“The Book of Joy,” by the Dalai Lama, Desmond Tutu, and Douglas Abrams
(Avery, pp 356, $26.00)
A major contradiction lies at the heart of Western societies. The constant pressure towards the quest for happiness. It is no secret that the pressure to be happy creates more anxiety than happiness. Tons of books from fields as varied as sociology, psychology or self-help, have attempted to deal with this issue. Often providing short-time relief with Band-aid remedies, which, as their names indicate, never last over time. Even before pre-Socratic thinkers it was known that happiness never comes from achievement or success, or wealth, or even fame for that matter. And yet, our Western societies keep on promoting these values, with disastrous results on its members. Depression, neurosis, feeling of inadequacies, feeding an endless loop of existential FOMO, and so on, abound around us.
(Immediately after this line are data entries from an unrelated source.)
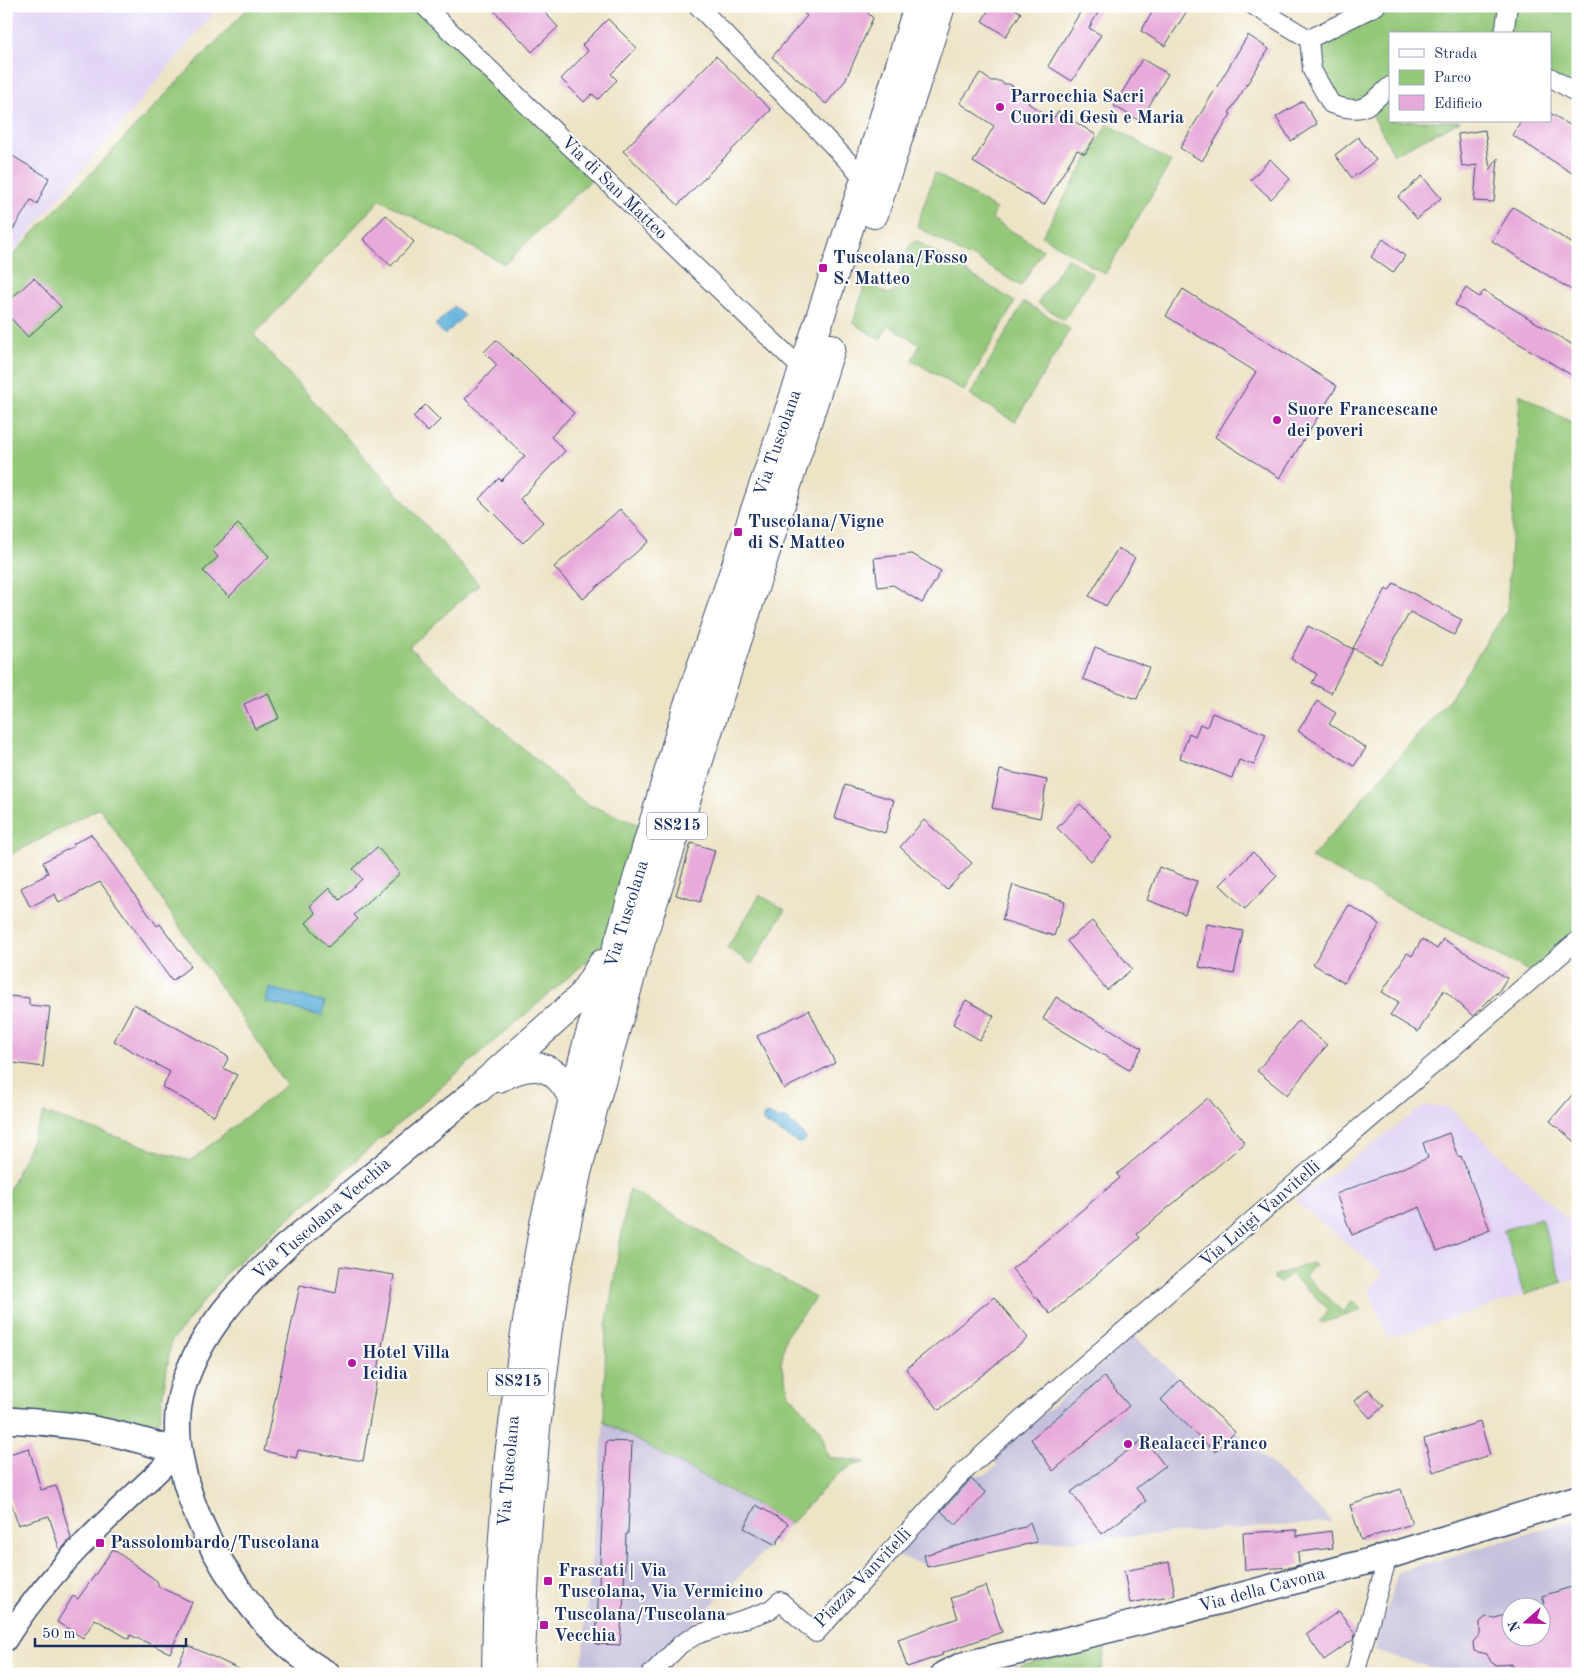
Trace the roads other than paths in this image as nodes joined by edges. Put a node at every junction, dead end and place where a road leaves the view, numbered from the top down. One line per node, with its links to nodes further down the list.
1 (424, 6): 14 (street, Via di San Matteo)
2 (698, 6): 13 (street)
3 (918, 6): 13 (main road, Via Tuscolana / SS215)
4 (941, 6): 26 (main road, Via Tuscolana / SS215)
5 (1254, 6): 9 (street)
6 (1376, 6): 9 (street)
7 (1508, 6): 8 (street)
8 (1504, 32)
9 (1309, 39): 11 (street)
10 (1552, 78): 12 (street)
11 (1389, 87)
12 (1578, 94)
13 (865, 179): 14 (main road, Via Tuscolana / SS215)
14 (804, 370): 15 (main road, Via Tuscolana / SS215)
15 (622, 931): 17 (main road); 18 (main road, Via Tuscolana / SS215)
16 (1578, 940): 21 (street, Via Luigi Vanvitelli)
17 (478, 1090): 18 (main road); 20 (main road, Via Tuscolana Vecchia)
18 (573, 1099): 26 (main road, Via Tuscolana / SS215)
19 (6, 1420): 20 (main road)
20 (179, 1452): 24 (street); 25 (main road, Via Tuscolana Vecchia)
21 (944, 1492): 27 (street, Piazza Vanvitelli)
22 (1578, 1498): 23 (main road, Via della Cavona)
23 (1388, 1556): 28 (main road, Via della Cavona); 29 (street)
24 (6, 1640)
25 (317, 1671)
26 (508, 1671)
27 (651, 1674)
28 (944, 1674)
29 (1355, 1674)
“The Book of Joy,” is one of those timeless books that aims at cutting straight through the glut of daily self-pressured drives and bad self-talk. Written by the Desmond Tutu and the Dalai Lama, with Doug Abrams, “The Book of Joy,” details their conversations, which took place over a one-week period in Dharamsala, India. The goal of the book, beyond reuniting the two spiritual leaders, was to teach the world that the quest for happiness is precisely a futile endeavor, because it is ephemeral. They profess instead to rely on joy, at any moment in life. Especially in time of tragedy and great suffering. Both of whom are living proofs, having witnessed countless atrocities. “Every tragic situation can become an opportunity.” Abrams own Eastern interest and proficiency with the material translate the teaching into accessible pertinent lessons. The message is clear and easily absorbed. But like all disciplines, mastery requires a daily practice. No way around it, no matter how much in a rush you may be.